== Segment start ==

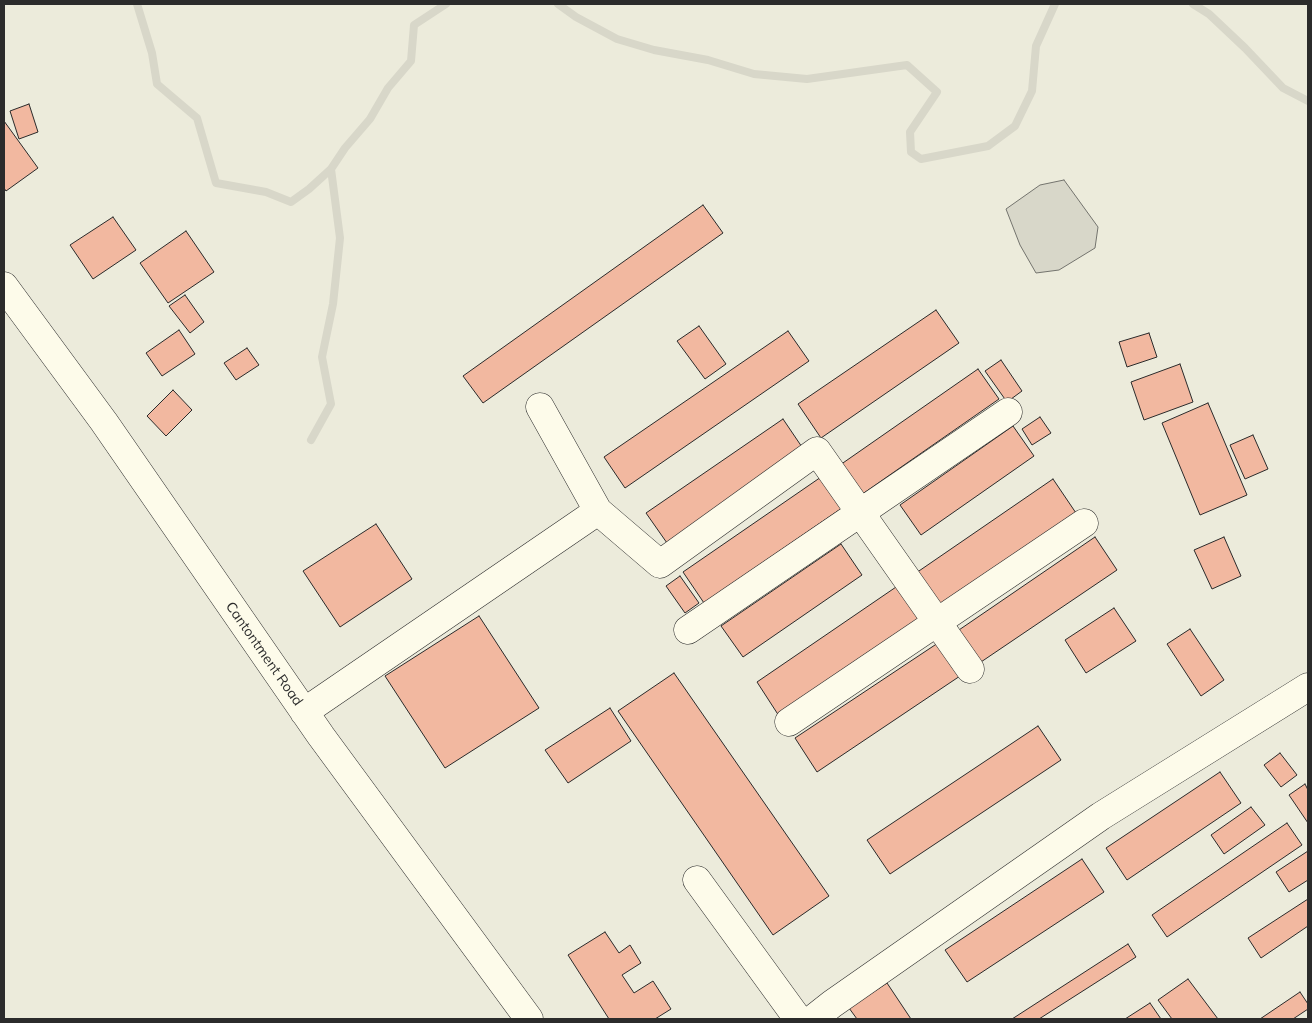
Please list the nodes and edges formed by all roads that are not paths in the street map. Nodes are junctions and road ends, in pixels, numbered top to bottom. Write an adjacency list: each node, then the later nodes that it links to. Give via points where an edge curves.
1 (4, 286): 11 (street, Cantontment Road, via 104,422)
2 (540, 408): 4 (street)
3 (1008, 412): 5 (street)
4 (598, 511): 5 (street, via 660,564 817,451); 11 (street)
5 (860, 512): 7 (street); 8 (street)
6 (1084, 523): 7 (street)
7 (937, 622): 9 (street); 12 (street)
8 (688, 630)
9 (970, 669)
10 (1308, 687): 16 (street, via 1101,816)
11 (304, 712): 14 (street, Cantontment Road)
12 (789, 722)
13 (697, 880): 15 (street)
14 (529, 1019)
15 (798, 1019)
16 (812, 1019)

== Segment end ==

What to work on
Nothing but an exact repeat of the records, pictures excluded, belongs in the answer.

Answer below
Please list the nodes and edges formed by all roads that are not paths in the street map. Nodes are junctions and road ends, in pixels, numbered top to bottom. Write an adjacency list: each node, then the later nodes that it links to. Give via points where an edge curves.
1 (4, 286): 11 (street, Cantontment Road, via 104,422)
2 (540, 408): 4 (street)
3 (1008, 412): 5 (street)
4 (598, 511): 5 (street, via 660,564 817,451); 11 (street)
5 (860, 512): 7 (street); 8 (street)
6 (1084, 523): 7 (street)
7 (937, 622): 9 (street); 12 (street)
8 (688, 630)
9 (970, 669)
10 (1308, 687): 16 (street, via 1101,816)
11 (304, 712): 14 (street, Cantontment Road)
12 (789, 722)
13 (697, 880): 15 (street)
14 (529, 1019)
15 (798, 1019)
16 (812, 1019)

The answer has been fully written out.